This year's candidates for the most prestigious art award in Finland, the 34,000-euro Ars Fennica, are the painter Markus Konttinen, the sculptor Anne Koskinen, the photographic artist Jorma Puranen and the visual artists Jaakko Niemelä and Charles Sandison. The candidates' joint exhibition will be on show in Kiasma.
The candidates for the award were selected by Berndt Arell, director of the Svenska Kulturfonden, Matti Peltokangas, sculptor, Elina Merenmies, painter, and Leena Niemistö, the Foundation’s managing director. The award winner will be chosen by the international art expert and curator David Elliott. He has been the director of Moderna Museet in Stockholm, the Mori Art Museum in Tokyo, the Istanbul Modern and the Sydney Biennale.
The winner of Ars Fennica 2010 will be announced on 25 November. The winner of the audience vote will be announced on the same day.
We asked all the candidates about their plans for now, and what they intend to do after the Ars Fennica.
Markus Konttinen: My plans for after Ars Fennica revolve around the overall schedule of three areas: my creative work, my work in teaching independent artists, and my personal life with my family. In these areas of my life I often come across things and people that lead me to think in different and new ways. As regards art, I do not think it is necessary to define any themes or methods through which I will approach my next exhibition or other public appearances. I think the underlying principles of art are anchored in so many important platforms that they only become clear to the artist much later – or perhaps by accident.
Anne Koskinen: Autumn seems to be full of anniversaries. When the Henna and Pertti Niemistö Art Foundation celebrates its 20th anniversary, also my Galerie Werner Klein in Cologne, Germany, will celebrate its 10th anniversary with a special exhibition in which I’ll participate. The Association of Finnish Sculptors, celebrating its 100th anniversary, has invited me to hold a show in Galleria Sculptor in November. Although, for someone like me who lives in a rural area, one is kept busy by work and nature, one still has to find time for creative projects. You could say that an artist, working alone in the studio, is like the sole student in her own private art school. And it is a school that one apparently never graduates from, especially if one is inventive and the media and techniques change from one work to the next.

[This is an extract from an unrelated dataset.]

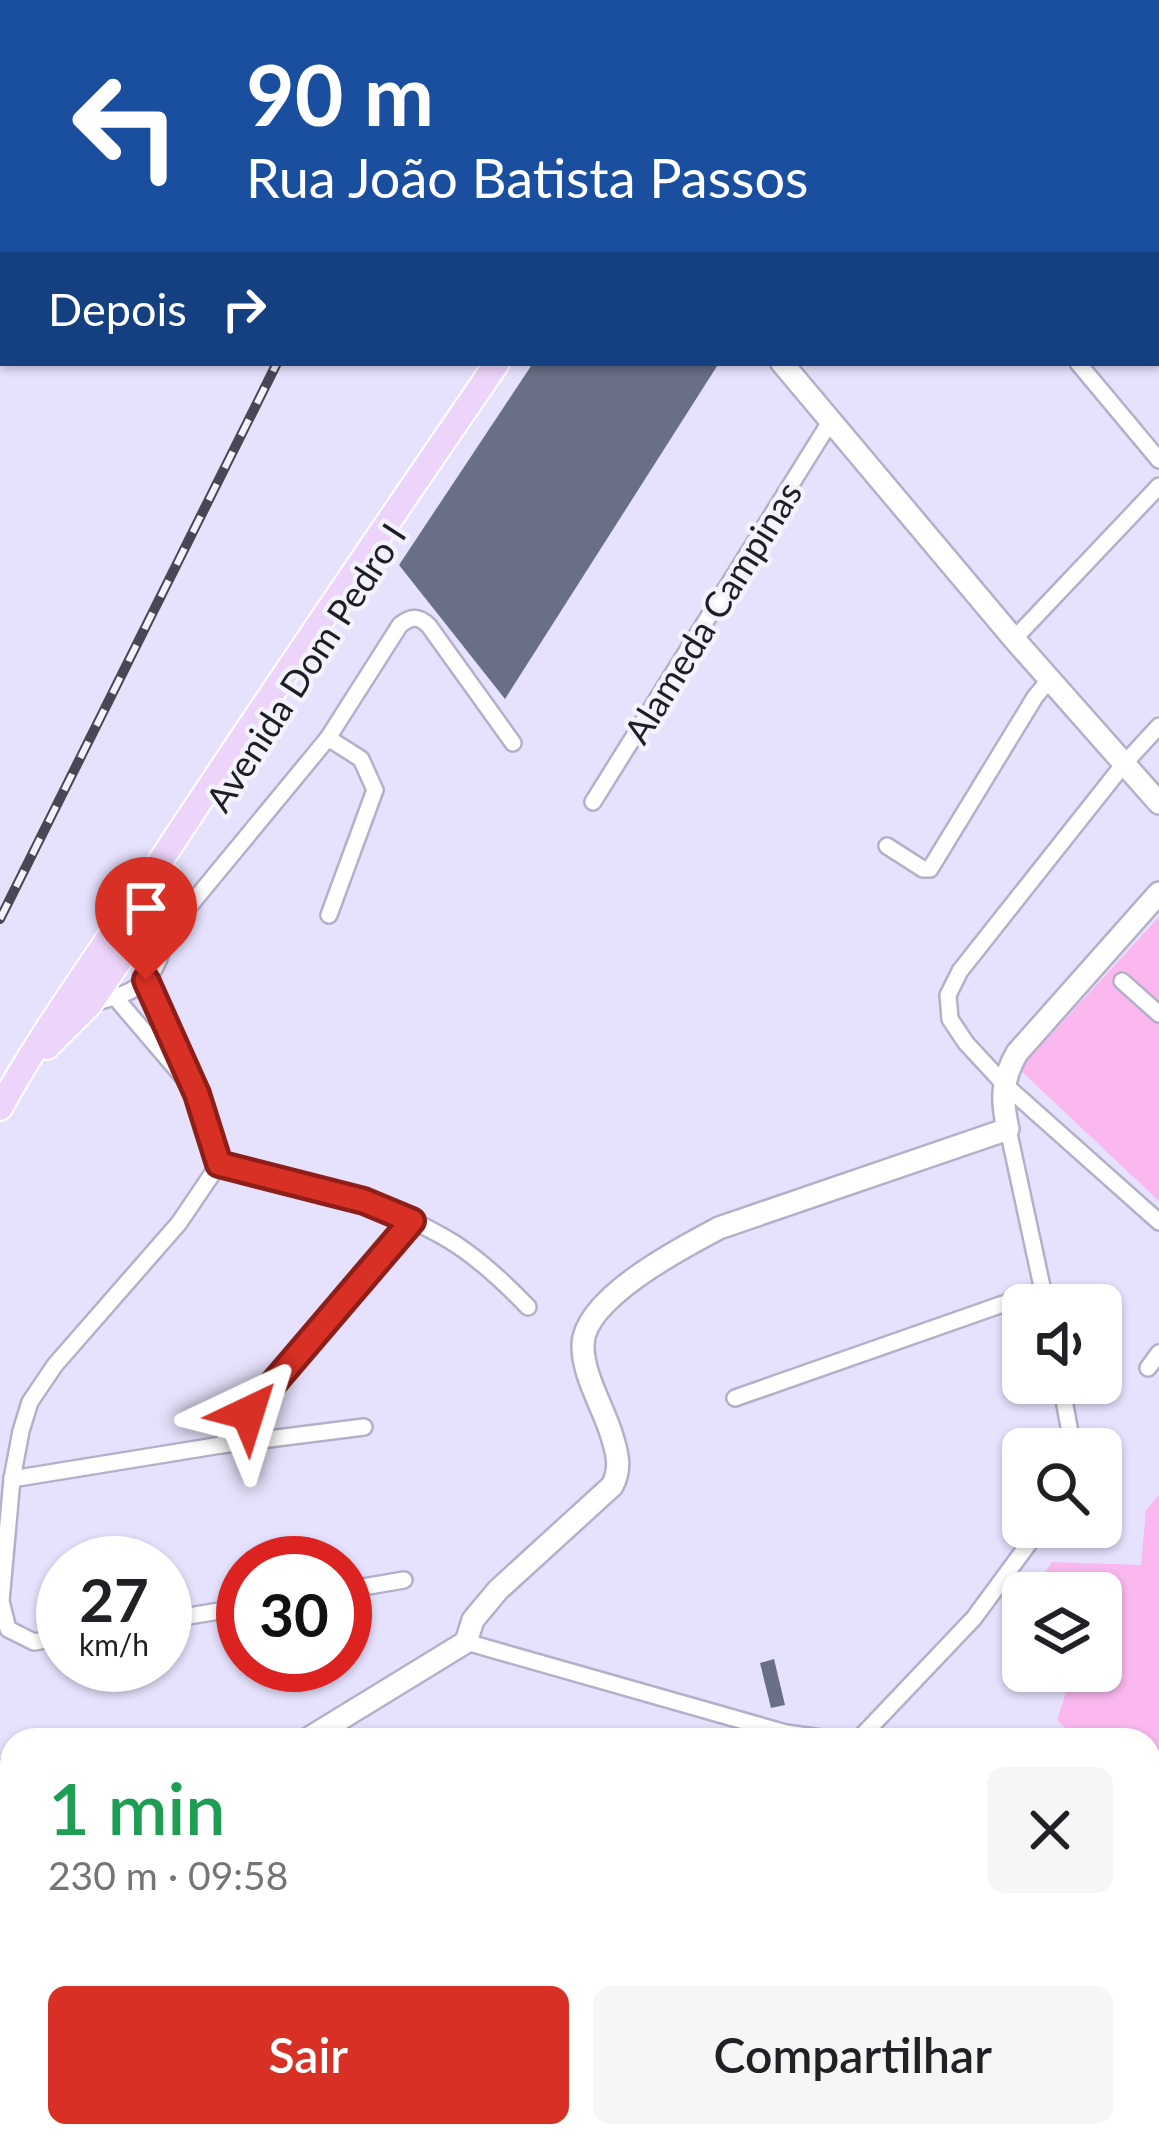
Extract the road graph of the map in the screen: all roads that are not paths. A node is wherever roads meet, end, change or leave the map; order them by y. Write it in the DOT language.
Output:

Jaakko Niemelä: In September–October I have an exhibition with my wife, Helena Hietanen, in the Jyväskylä Art Museum. It’s entitled Process – Light Works and Lighting Designs. The exhibition will present our works and competition entries for public artworks. We are also developing further our plan for an artwork for Mäntyniemi, the official residence of the President of Finland, for which we won a competition last spring. After the Ars Fennica show, I will have a solo exhibition in Galleri Andersson-Sandström in Stockholm in January 2011.
Jorma Puranen: I still have three exhibitions to finish before Ars Fennica. First there is a solo show in EMMA in Espoo, then a group exhibition in the Daegu Biennale in Korea, and finally the Carnegie Art Award exhibition in Kunsthalle Helsinki. In spring 2011 I will spend a couple of months in Paris, collecting material in Parisian museums and from collections for my new project. I will also continue the project of photographing portraits in the Sinebrychoff Art Museum, which will present an extensive solo show of them in September–December 2011.
Charles Sandison: The summer was too short and the autumn too busy for me. My primary concern now is to find time to spend with my family. My next one-man show will open in Boston in October, a week before the opening in Kiasma, so around the turn of the month I will be flying between Tampere, Boston and Helsinki. The works have all been packed already, and I just hope that the right works will end up in the right museums. In November I will create a large-scale outdoor projection in Le Mans and another in the Palais des Papes in Avignon in France. As the Culture Capital Year 2011 in Turku gets under way, a permanent work of mine will be installed in front of the main entrance to the old library in Turku. In the beginning of February I will have a solo exhibition at the Yvon Lambert Gallery in New York, and the Singapore Biennale, which opens in March, has already ommissioned a work from me, as has the Colorado Art Museum. So there are really big challenges ahead.